This post provides the reasons why I’ve come to dislike teaching my writing class, a class I originally thought I would adore.
First, and least, the class is a LOT of work. I spend far more time on the writing class than any of my other classes, and much of that extra time involves grading and commenting on student assignments, which is not my favorite part of teaching. No one can learn to write without writing, so I have to get my students to write a lot, and I need to respond to those pieces to help them grow and improve.
Second, I wouldn’t mind the workload if it actually translated into student improvement. Unfortunately, many students seem to pay attention only to the grade rather than the numerous other comments I write on their papers, and they become so focused on grades that they begin to try and “not loose points” rather than trying to get better at the process of writing. I hear, every semester, “so you focus mainly on APA style in grading?” Every time it’s asked I say, “no.” But APA style is the easiest thing for them to fix so they continue to focus on it. I do have students who take what I say to heart and strive to get better. These students don’t necessarily make the best grades in the class, but they develop the most as writers. But these seem too few and far between, numbering 1 or 2 out of a class of 25 rather than the 10 or 12 I might hope for.

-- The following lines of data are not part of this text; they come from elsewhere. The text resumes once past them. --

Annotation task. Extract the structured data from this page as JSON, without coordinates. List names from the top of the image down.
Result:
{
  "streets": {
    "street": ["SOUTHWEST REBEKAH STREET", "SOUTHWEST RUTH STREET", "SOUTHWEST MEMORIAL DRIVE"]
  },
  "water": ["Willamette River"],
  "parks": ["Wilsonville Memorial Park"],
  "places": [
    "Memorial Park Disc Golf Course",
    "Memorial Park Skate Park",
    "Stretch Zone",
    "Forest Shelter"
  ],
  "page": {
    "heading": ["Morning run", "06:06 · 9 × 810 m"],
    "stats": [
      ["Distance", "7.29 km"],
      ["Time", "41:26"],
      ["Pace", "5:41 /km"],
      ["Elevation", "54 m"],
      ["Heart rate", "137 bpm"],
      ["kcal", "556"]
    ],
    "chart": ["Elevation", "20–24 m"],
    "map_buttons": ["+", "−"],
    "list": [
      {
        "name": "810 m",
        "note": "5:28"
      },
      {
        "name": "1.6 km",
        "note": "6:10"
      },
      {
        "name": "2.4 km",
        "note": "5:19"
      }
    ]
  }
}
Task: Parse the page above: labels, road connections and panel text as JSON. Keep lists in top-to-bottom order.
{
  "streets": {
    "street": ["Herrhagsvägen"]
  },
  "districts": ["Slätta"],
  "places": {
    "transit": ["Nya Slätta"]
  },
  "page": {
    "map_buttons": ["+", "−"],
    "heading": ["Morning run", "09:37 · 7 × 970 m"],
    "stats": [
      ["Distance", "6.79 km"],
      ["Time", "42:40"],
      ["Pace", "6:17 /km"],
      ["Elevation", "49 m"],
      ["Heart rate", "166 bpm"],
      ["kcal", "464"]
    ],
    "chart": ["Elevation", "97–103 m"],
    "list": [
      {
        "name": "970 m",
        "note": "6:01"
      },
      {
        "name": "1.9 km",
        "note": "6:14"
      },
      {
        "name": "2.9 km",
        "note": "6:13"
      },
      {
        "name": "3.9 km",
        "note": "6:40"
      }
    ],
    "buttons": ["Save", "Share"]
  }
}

Third, this class evokes arguments with students about almost everything. When you ask an objective question, as in, “who developed the concept of classical conditioning,” there is one specific answer that the students have been taught (Pavlov) and, if they miss it, they won’t argue about it. But it sometimes seems that students want to argue about everything in the writing class. If they wanted to argue as a basis for learning, that would be one thing. But it’s clear they want to argue so they can try and squeeze out another point or two for their grades. Many of the arguments take the form of, “But that’s what I meant to say…” and they either don’t understand or don’t want to understand that “meaning” to say something is not the same as having said it. At the end of the semester I never fail to have 2 or 3 students, usually ones who got “B’s” but wanted “A’s” come to see me in my office to argue and argue and argue about the situation. Good writing is somewhat subjective, although not completely so, and I stress to the students that I take off most points for objective mistakes and not subjective ones. But even a mark of “awkward sentence” can evoke arguments from students who don’t think it’s awkward. When I won’t give in to these arguments, the result is often tears. That really makes my day, let me tell you.
Fourth, and worst, plagiarism. I’ve never taught this class yet without having at least 2 out of 20 or so papers plagiarized in the first round. And not just a sentence here and there, but whole passages lifted with no quotation marks and either no references or the wrong references, the latter of which indicates an active attempt at deception. This is despite the fact that I have a lengthy statement about plagiarism on my syllabus. The book talks about it at length. We cover it in class and I have two quizzes with questions on plagiarism in the first third of the semester. There are two inevitable responses that I get from students when this happens: 1). I just messed up on my references, 2). I didn’t realize that was plagiarism. I don’t accept these excuses and indicate to the students that they should drop the class because the likelihood of them passing has now been greatly diminished. Unfortunately, many of the students have reasons why they feel they can’t drop the class, and when I tell them that I will go over future papers with a fine-toothed comb, they say, “OK.” The final result: usually a poor grade and more tears.
In fifteen years of teaching this class, I’ve had more students cry (at least one a semester, often when caught at plagiarism) than in any other class I’ve taught. I’ve seen more students argue over each and every grade they make than in any other class. I’ve seen more students look completely bored in class than in any other I’ve taught. I’ve gotten far more frustrated questions (Why is this important? Why do we need to do it that way?) in this class than in any other. I’ve gotten more outbursts of anger than in any other. Is it any wonder that I don’t really look forward to teaching this class?
The negative aspects came to a head for me in Spring 2011 in this class, with a student who went to the chair and the vice president of the university about her unfair “B” grade, which was the “highest” grade she received that semester in any of her classes. She told our chair that she didn’t care so much about herself and her grade, but she just didn’t want future students to have to deal with my unfair policies in the class. The policy in question was me requiring classroom attendance as a portion of their grade for class participation. After dealing with that, I was the one who felt like crying.
Be careful of wanting to do what you love.